Тогда же они знакомятся с современным искусством на ежегодной выставке Венского Сецессиона. Екатерина Николаевна достаточно точно и доходчиво объясняет дочерям особенности творческих приемов «новых» живописцев: «Видишь мазки, краски, неоконченность, а отойдешь, натура так и бьет, свет правдивый и сюжет близкий нам, очень хорошо!»[25]

В мае 1903 года Лансере уже опять живут в Нескучном, и Зина, полная впечатлений от своей первой поездки за границу, снова со страстью отдается рисунку и живописи. Теперь она работает не только акварелью, но и темперой, дающей изображенному глубокий тон и звучные сочетания. «Дядя Берта, — сообщила Екатерина Николаевна в письме А. К. Бенуа, — остался очень доволен ее работой»[26]: зарисовками жанровых сцен, портретными набросками, рисунками лошадей и других животных и особенно отличным портретом девочки Христи, прекрасно передающим характер и настроение модели.

Осенью 1903 года Зина по совету «дяди Шуры» поступает в мастерскую художника Осипа Эммануиловича Браза, близкого Бенуа и его друзьям члена «Мира искусства». «Браз был по всему своему духовному складу, по своим художественным вкусам и симпатиям типичным “мирискуственником”»[27], — писал в 1936 году Бенуа в посвященной ему статье.
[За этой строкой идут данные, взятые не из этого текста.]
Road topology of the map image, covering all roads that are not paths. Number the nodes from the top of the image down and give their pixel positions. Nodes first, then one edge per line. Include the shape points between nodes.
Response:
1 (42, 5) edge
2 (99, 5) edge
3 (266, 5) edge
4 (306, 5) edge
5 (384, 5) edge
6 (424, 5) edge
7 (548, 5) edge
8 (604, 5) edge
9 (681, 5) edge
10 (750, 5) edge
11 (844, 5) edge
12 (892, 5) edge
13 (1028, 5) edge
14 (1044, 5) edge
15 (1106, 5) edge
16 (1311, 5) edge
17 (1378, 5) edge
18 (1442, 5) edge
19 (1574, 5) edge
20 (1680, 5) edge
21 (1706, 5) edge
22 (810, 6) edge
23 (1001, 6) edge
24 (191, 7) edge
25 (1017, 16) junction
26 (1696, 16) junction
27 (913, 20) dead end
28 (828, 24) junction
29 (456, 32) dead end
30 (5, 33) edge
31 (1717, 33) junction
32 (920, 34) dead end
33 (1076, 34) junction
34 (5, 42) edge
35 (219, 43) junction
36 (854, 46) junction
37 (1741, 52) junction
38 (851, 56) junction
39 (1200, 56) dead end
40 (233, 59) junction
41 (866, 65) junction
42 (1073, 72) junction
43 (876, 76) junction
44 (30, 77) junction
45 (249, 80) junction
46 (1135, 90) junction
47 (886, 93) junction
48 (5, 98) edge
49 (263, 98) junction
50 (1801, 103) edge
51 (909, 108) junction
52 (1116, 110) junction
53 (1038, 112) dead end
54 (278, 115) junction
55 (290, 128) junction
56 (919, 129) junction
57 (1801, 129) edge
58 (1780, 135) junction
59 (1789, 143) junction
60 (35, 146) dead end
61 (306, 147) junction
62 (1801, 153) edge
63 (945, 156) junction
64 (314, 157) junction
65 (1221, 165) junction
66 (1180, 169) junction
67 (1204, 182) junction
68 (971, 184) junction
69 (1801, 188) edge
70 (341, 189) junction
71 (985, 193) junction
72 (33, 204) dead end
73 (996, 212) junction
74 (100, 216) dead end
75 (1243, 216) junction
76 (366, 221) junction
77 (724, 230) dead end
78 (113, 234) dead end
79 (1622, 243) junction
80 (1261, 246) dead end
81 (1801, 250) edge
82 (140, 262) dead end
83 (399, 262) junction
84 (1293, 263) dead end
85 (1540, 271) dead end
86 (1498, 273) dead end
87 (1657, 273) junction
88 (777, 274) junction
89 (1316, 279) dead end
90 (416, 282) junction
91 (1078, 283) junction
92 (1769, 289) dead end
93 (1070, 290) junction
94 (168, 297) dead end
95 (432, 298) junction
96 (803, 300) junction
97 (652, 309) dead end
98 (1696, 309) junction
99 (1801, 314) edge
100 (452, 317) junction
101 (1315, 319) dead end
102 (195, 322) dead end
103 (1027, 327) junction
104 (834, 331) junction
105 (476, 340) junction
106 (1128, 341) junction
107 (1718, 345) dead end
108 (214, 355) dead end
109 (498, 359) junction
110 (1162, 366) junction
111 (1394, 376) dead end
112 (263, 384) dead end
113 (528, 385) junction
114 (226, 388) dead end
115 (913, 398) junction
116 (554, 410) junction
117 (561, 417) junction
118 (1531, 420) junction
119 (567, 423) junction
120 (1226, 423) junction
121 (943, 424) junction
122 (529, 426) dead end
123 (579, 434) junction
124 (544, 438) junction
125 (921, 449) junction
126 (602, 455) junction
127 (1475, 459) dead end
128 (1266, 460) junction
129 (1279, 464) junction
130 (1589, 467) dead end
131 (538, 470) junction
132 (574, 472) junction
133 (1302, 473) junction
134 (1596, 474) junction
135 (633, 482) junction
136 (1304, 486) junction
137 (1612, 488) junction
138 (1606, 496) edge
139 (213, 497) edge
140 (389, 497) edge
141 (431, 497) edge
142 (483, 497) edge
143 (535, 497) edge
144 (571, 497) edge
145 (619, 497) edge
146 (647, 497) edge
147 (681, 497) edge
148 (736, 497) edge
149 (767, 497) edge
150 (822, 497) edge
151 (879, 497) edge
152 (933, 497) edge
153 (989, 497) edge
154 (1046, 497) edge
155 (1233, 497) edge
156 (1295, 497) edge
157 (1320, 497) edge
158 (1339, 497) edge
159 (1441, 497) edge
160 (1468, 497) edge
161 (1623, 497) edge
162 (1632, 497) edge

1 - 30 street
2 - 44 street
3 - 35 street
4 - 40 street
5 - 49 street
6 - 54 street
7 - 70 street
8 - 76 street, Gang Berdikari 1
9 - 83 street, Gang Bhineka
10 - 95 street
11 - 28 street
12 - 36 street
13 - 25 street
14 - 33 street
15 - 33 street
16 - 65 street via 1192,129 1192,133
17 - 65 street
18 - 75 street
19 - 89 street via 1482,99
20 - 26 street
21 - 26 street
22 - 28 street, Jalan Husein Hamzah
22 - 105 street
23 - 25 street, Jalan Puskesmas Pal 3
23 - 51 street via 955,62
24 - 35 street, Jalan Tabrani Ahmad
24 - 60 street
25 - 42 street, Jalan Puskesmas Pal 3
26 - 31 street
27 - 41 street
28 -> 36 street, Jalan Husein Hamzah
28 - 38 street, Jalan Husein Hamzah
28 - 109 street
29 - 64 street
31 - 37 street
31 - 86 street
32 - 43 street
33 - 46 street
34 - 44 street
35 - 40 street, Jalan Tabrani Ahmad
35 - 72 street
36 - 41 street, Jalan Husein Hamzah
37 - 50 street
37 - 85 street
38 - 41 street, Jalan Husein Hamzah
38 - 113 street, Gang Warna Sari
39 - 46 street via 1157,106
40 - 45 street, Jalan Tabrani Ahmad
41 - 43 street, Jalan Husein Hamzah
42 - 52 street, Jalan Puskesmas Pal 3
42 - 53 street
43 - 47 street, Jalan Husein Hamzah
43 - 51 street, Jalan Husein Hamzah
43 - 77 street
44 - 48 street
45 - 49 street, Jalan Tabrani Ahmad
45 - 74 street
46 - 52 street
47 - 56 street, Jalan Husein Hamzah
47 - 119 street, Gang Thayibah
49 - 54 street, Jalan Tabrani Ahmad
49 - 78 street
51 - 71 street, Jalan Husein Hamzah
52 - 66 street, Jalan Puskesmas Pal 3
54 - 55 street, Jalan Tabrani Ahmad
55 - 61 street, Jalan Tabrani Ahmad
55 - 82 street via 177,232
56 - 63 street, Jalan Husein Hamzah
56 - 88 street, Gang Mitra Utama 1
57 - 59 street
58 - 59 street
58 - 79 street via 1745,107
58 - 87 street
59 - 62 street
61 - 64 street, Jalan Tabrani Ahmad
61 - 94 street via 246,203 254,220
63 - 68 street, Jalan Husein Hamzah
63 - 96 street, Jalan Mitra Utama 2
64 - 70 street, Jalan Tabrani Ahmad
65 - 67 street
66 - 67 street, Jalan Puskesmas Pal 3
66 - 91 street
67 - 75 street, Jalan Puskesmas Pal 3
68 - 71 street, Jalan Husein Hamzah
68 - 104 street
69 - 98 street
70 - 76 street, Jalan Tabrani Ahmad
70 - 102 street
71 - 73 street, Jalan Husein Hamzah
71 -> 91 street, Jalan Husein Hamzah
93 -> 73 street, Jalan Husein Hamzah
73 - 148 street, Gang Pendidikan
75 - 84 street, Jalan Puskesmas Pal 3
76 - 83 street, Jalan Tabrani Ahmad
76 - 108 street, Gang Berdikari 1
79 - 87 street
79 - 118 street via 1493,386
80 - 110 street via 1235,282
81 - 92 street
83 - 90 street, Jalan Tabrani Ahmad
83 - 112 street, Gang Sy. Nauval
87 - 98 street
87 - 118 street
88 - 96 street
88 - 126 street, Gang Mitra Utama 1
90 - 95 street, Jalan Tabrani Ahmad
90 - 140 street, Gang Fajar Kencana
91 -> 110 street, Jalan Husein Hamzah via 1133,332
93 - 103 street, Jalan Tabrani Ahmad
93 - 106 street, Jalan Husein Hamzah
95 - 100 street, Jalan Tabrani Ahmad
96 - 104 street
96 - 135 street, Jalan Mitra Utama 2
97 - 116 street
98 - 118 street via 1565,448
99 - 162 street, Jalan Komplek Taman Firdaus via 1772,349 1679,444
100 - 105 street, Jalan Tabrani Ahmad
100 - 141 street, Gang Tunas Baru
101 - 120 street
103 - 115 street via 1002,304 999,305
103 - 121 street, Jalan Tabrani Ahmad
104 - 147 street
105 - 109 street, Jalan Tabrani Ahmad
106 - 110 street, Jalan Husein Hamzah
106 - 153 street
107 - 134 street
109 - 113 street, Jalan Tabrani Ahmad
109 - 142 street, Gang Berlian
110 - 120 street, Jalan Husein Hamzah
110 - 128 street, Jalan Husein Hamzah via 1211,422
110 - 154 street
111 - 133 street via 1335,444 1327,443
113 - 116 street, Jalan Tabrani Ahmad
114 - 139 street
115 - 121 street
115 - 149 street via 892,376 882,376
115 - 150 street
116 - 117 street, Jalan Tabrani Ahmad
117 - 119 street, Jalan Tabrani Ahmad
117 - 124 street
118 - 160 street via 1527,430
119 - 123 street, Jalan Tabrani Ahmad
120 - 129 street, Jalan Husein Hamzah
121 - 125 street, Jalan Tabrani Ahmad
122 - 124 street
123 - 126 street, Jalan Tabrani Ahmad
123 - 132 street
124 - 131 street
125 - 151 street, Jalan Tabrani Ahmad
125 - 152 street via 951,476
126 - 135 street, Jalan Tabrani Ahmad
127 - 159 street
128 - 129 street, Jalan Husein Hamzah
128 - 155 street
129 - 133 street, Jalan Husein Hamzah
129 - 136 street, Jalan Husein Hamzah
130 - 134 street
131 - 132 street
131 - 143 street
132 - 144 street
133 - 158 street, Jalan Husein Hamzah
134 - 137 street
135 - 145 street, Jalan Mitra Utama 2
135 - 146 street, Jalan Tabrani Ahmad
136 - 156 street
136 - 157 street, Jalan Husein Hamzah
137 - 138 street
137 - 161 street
Правда, в годы занятий Зины в его студии Браз не слишком много внимания уделял ученикам из-за своей большой загруженности работой над портретами (он увековечил себя знаменитым портретом А. П. Чехова). «Собственно, системы преподавания у него не было, — признавала впоследствии Серебрякова, — все рисовали и писали как кто хотел, модель была всегда женская — было больше учениц, чем учеников. Осип Эммануилович появлялся довольно редко сам в мастерской, занятый своими собственными заказами». Однако ей пригодился его ценный совет: «…видеть “общее” при рисовании, а не рисовать по “частям”»[28]. Вместе с тем, благодаря своей высокой культуре, прекрасному знанию старого и нового западноевропейского искусства, О. Э. Браз не только привил ученикам интерес к творчеству Рубенса и Тициана, но научил их вглядываться в особенности мастерства великих живописцев, богатство и тонкость колорита. В мастерской же он предоставлял студийцам большую свободу; там всегда позировала обнаженная модель и вообще широко практиковалась работа с натуры. От этого периода, продлившегося два года, сохранилось множество студийных зарисовок Зины — и натурщиков, и товарищей. Летние месяцы приносили все более совершенные пейзажи, наброски сценок и отдельных фигур крестьян, а также портретные рисунки и акварели.

1905 год. Замужество. Париж

1903–1905 годы были освещены для двадцатилетней Зинаиды Евгеньевны большой любовью. Ее избранником стал кузен Борис Анатольевич Серебряков — сын сестры ее отца Зинаиды Александровны. Маленькое имение — скорее, хутор — его родителей было расположено напротив дома Лансере, на противоположном берегу речки Муромки, протекавшей через Нескучное. Это взаимное чувство с знакомым и близким с ранней юности молодым человеком, спокойным, бодрым, уравновешенным, воспринимающим жизнь в светлых тонах и влюбленным, как и она, в холмы и просторы вокруг Нескучного и вообще в деревенскую жизнь, накладывало радостный оттенок на весь окружающий юную художницу мир. Это, безусловно, шло на пользу и ее искусству. Эту любовь Серебрякова пронесла через всю свою жизнь; после безвременной смерти мужа в 1919 году, во многом сломившей ее душевное состояние, в 35 лет оставшись вдовой, она больше не вышла замуж, будучи верной его памяти, как когда-то ее мать — памяти Е. А. Лансере.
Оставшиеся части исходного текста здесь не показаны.